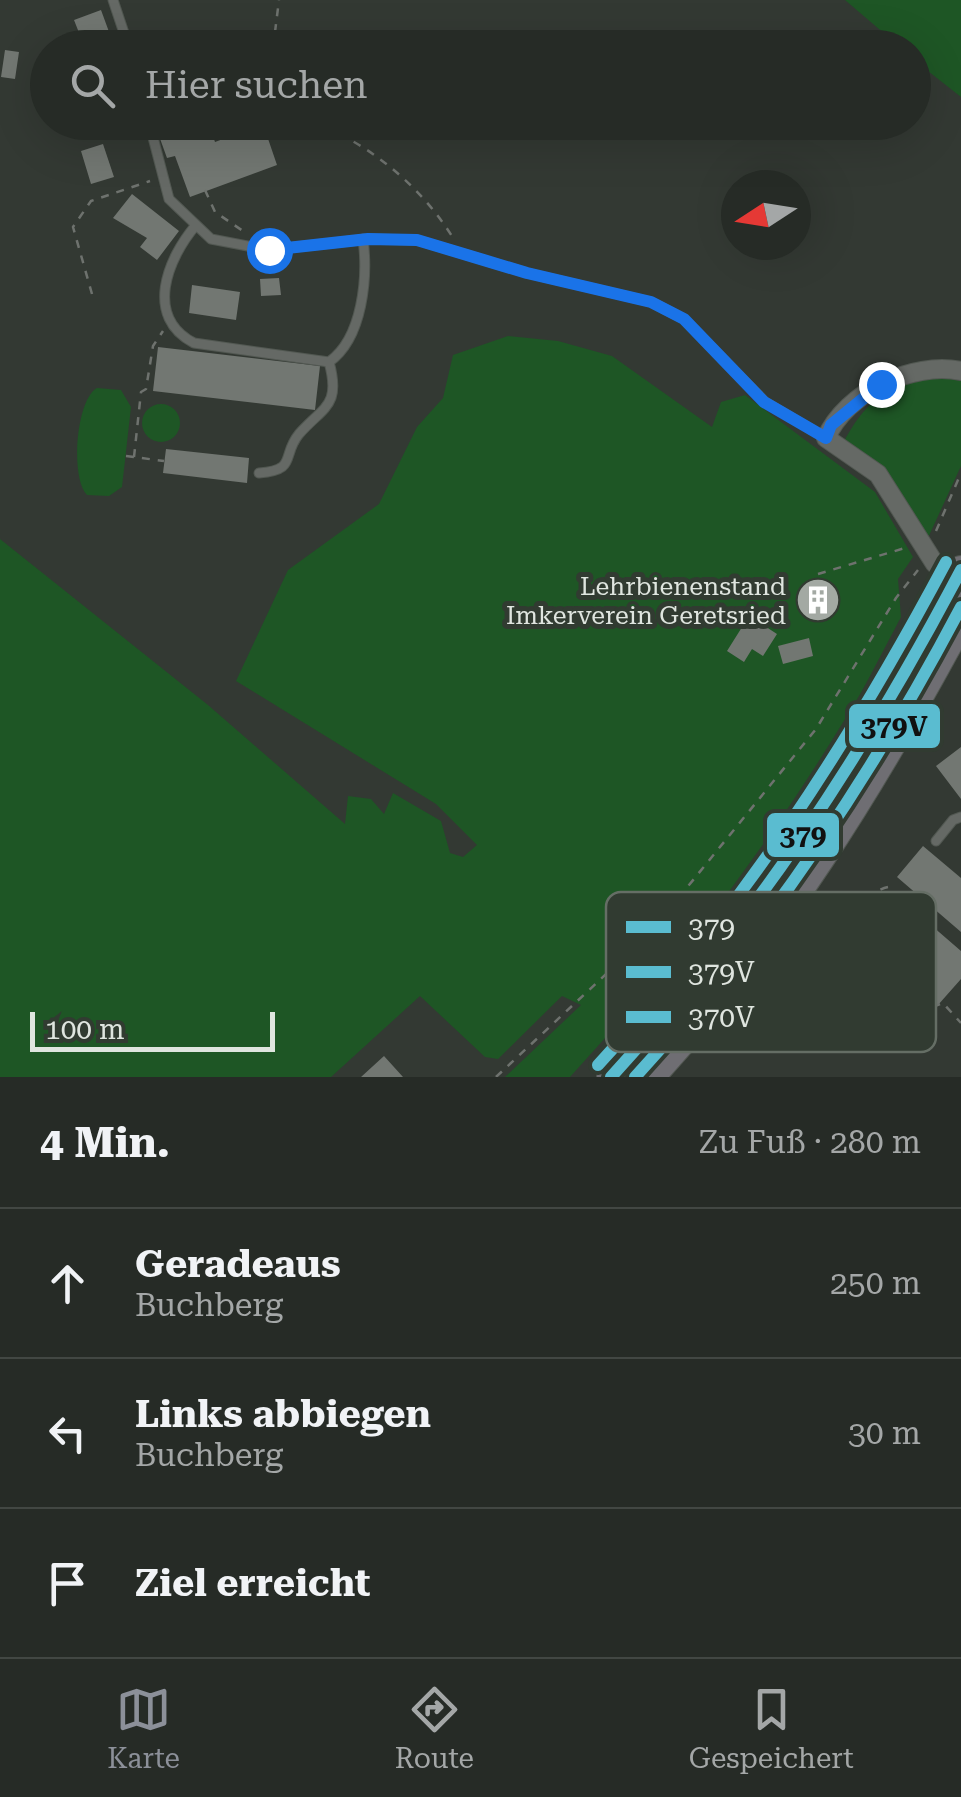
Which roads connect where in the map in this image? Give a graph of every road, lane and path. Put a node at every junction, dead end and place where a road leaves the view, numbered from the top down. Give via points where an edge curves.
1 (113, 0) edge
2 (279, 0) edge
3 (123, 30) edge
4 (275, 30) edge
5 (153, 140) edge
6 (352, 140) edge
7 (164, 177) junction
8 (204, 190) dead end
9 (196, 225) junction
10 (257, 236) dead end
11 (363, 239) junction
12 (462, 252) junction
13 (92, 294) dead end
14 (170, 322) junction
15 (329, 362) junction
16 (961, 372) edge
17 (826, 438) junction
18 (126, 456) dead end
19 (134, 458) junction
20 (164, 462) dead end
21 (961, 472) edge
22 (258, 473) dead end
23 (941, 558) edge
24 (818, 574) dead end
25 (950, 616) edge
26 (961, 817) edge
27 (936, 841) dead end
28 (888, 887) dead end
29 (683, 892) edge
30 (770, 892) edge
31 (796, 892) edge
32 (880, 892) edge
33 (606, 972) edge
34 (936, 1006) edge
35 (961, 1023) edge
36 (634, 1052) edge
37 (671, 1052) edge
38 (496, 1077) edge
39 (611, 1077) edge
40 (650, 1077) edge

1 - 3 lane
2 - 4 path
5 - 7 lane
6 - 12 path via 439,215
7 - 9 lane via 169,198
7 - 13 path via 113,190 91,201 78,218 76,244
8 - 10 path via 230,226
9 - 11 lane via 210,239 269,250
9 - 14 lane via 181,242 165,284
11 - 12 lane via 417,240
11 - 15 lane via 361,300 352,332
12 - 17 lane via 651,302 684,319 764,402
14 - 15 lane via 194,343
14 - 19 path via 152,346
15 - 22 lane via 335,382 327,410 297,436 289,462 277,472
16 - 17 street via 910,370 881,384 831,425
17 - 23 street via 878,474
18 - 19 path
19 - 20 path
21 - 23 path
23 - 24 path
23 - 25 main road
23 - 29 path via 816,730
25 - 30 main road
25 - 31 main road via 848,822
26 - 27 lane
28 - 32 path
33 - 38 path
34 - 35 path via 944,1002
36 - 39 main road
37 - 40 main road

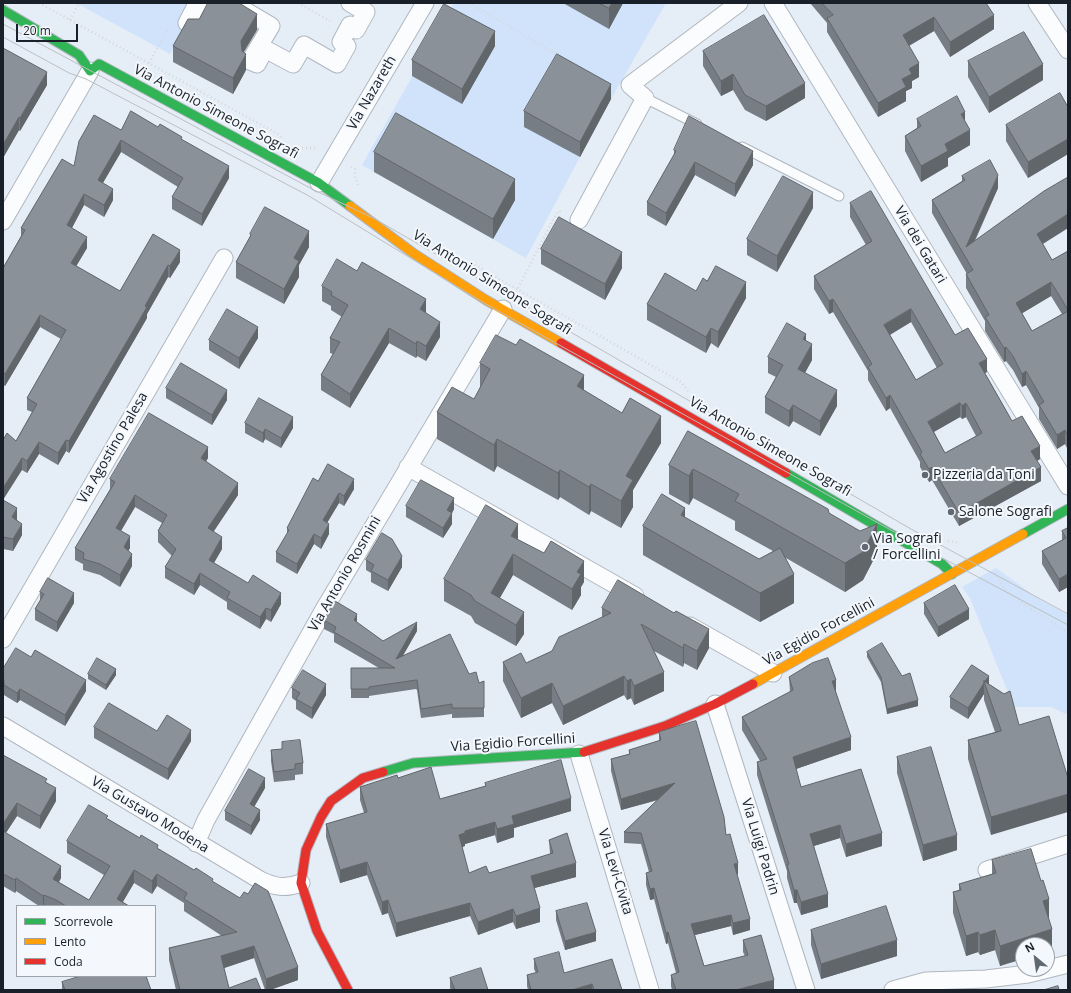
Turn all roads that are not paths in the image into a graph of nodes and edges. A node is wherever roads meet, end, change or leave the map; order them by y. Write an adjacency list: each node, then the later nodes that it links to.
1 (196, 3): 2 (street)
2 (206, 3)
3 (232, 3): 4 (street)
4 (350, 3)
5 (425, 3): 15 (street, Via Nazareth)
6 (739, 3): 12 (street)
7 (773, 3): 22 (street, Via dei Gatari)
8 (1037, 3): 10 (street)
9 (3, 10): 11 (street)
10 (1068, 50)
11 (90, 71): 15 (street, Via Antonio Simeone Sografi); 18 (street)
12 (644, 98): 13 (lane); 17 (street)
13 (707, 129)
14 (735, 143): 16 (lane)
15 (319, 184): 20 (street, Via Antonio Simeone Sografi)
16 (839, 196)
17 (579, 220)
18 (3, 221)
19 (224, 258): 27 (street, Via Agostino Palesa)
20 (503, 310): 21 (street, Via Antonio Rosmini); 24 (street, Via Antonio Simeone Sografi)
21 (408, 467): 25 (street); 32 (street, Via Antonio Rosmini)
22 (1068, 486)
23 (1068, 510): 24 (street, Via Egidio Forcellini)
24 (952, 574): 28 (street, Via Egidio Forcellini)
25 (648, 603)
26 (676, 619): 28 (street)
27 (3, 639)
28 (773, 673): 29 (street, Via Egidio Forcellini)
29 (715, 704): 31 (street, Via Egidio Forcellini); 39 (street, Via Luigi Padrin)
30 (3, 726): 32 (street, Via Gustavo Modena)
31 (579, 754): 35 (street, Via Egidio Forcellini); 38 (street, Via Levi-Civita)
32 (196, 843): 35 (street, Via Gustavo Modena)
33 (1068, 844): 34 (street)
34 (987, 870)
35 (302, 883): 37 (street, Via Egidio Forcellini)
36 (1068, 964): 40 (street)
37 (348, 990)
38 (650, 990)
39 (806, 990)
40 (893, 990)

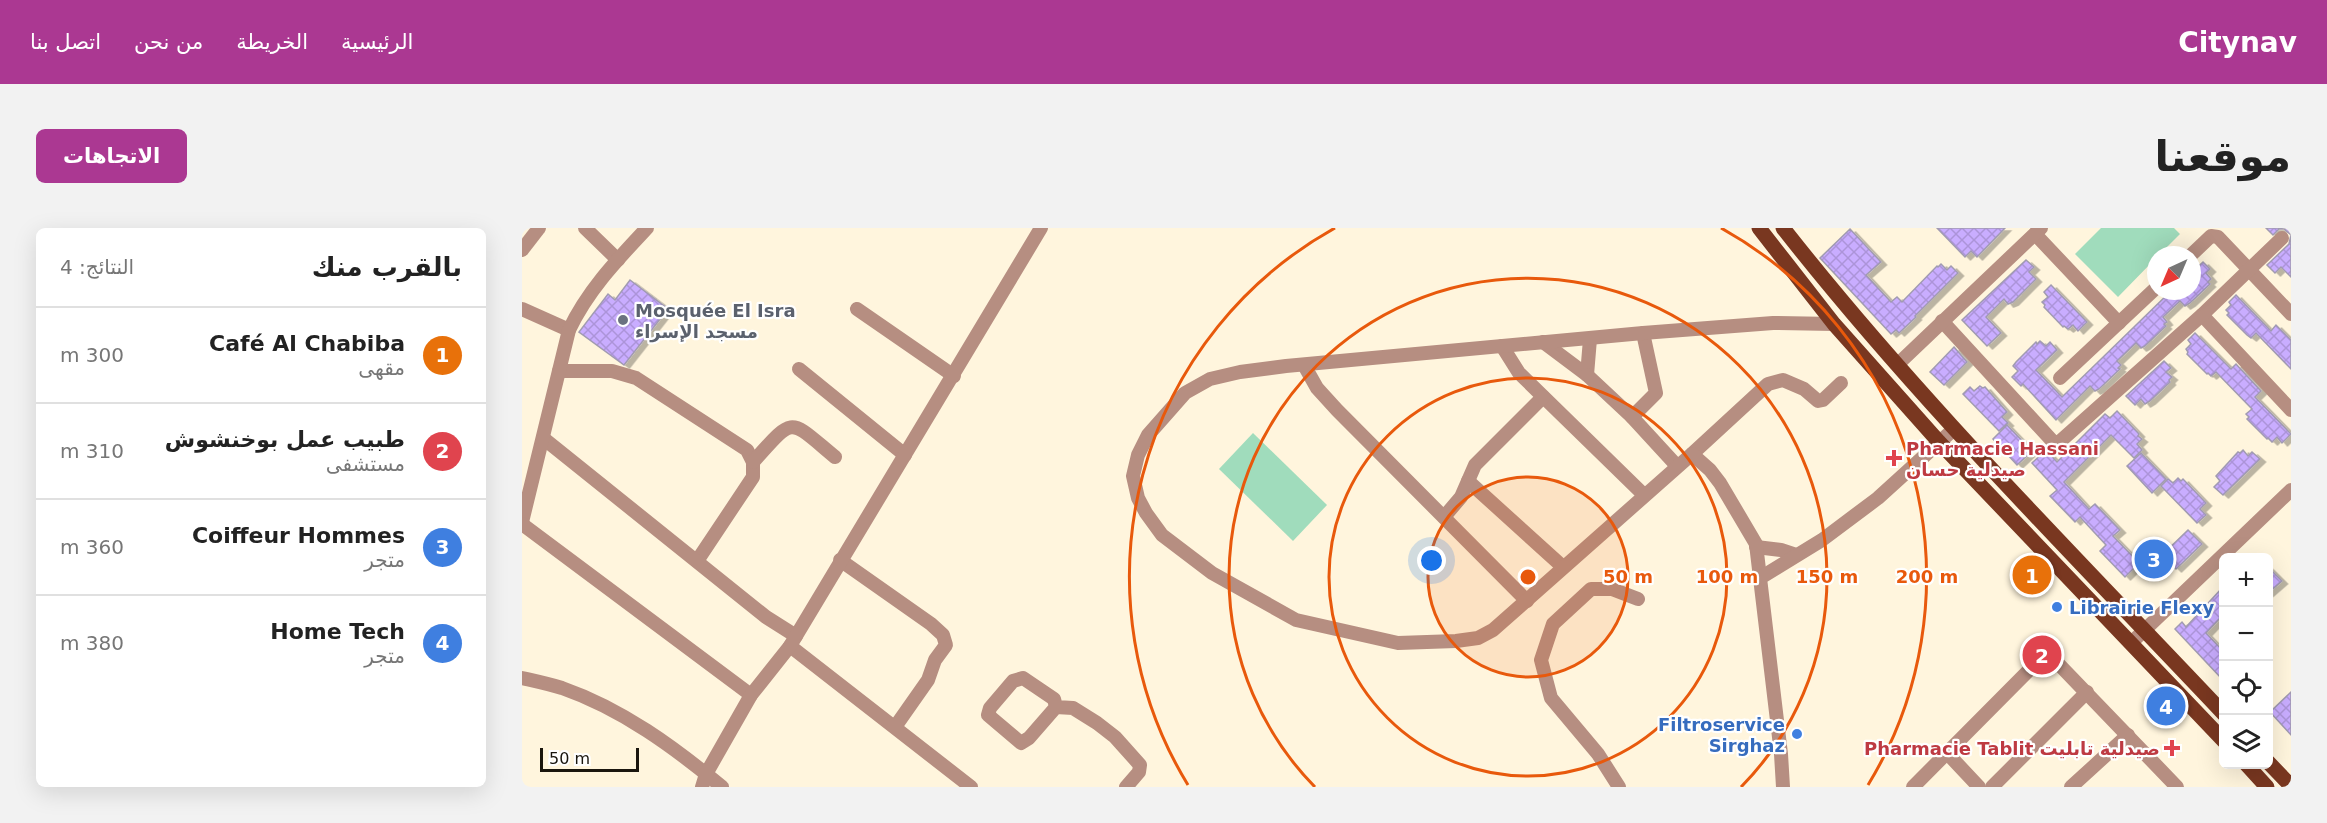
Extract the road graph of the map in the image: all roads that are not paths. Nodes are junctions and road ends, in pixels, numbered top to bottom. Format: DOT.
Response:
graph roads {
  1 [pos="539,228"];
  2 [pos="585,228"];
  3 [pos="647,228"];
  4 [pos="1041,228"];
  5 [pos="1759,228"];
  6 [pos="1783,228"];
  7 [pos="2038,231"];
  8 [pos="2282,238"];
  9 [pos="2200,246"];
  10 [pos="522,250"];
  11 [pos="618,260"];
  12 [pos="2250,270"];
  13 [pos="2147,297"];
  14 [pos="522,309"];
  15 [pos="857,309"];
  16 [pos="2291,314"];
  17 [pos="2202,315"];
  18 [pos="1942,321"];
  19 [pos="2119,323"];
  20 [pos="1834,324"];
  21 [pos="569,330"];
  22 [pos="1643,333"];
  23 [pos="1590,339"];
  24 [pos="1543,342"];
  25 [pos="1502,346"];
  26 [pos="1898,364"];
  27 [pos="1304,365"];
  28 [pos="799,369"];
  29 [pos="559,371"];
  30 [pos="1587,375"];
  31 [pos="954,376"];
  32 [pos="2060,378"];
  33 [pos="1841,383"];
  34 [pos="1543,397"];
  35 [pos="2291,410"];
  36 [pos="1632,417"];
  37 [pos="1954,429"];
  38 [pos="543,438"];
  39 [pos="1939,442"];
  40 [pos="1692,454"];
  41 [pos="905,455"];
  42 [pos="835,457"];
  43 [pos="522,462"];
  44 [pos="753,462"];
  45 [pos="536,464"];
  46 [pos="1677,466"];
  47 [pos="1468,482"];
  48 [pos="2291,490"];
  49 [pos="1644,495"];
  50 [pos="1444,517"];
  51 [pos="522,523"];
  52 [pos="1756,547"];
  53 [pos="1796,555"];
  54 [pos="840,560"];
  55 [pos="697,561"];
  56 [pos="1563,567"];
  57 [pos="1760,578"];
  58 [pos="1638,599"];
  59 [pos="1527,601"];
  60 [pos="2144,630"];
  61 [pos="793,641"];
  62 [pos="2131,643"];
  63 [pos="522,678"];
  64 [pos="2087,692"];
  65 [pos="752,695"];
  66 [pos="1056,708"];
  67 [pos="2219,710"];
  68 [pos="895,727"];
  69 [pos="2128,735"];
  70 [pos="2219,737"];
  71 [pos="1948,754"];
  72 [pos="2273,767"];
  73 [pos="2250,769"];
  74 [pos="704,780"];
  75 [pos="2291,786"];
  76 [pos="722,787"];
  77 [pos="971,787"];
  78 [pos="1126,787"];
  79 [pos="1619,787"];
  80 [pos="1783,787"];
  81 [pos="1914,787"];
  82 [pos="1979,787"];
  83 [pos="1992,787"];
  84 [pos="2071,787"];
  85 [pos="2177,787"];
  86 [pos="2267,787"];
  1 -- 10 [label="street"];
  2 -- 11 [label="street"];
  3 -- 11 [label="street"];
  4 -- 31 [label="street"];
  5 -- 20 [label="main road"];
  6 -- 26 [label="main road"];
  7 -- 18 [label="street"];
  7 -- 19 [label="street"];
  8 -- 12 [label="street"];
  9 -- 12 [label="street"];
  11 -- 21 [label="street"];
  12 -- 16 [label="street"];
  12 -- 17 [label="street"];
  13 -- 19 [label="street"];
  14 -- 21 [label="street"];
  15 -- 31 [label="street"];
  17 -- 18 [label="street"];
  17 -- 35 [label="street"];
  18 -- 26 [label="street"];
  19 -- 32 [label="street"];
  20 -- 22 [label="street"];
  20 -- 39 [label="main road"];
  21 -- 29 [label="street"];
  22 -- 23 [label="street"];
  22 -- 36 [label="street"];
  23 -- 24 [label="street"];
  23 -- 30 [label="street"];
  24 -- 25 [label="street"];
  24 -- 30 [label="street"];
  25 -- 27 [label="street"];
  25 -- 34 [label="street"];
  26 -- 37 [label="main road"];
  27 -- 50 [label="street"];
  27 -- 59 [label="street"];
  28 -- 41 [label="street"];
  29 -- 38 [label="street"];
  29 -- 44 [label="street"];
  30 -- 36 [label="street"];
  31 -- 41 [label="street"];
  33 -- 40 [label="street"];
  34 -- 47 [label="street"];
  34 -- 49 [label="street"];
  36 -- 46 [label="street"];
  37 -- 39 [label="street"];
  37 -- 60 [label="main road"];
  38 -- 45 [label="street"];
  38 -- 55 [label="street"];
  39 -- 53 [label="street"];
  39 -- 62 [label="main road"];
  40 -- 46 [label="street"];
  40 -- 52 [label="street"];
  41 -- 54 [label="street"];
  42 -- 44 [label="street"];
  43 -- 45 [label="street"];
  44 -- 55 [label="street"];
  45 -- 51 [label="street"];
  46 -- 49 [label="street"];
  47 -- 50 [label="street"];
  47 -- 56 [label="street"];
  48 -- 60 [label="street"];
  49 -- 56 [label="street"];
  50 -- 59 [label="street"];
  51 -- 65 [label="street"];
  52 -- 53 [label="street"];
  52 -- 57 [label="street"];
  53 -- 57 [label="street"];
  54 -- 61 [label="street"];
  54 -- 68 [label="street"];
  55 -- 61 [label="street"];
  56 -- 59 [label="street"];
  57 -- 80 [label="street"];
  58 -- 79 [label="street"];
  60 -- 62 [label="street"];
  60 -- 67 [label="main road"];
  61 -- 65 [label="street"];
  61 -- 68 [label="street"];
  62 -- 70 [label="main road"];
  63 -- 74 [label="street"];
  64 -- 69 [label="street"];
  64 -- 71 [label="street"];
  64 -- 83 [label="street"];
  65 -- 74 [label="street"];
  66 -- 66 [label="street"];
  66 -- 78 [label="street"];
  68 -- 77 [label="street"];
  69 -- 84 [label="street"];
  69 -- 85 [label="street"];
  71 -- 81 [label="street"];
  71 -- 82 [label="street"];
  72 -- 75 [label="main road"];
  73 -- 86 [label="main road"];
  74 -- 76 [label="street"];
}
-*-*-
= Problem statement =
Scan the entries above for the string "Simeone" and copy each line that contains it.

= Reply to the exercise =
11 (90, 71): 15 (street, Via Antonio Simeone Sografi); 18 (street)
15 (319, 184): 20 (street, Via Antonio Simeone Sografi)
20 (503, 310): 21 (street, Via Antonio Rosmini); 24 (street, Via Antonio Simeone Sografi)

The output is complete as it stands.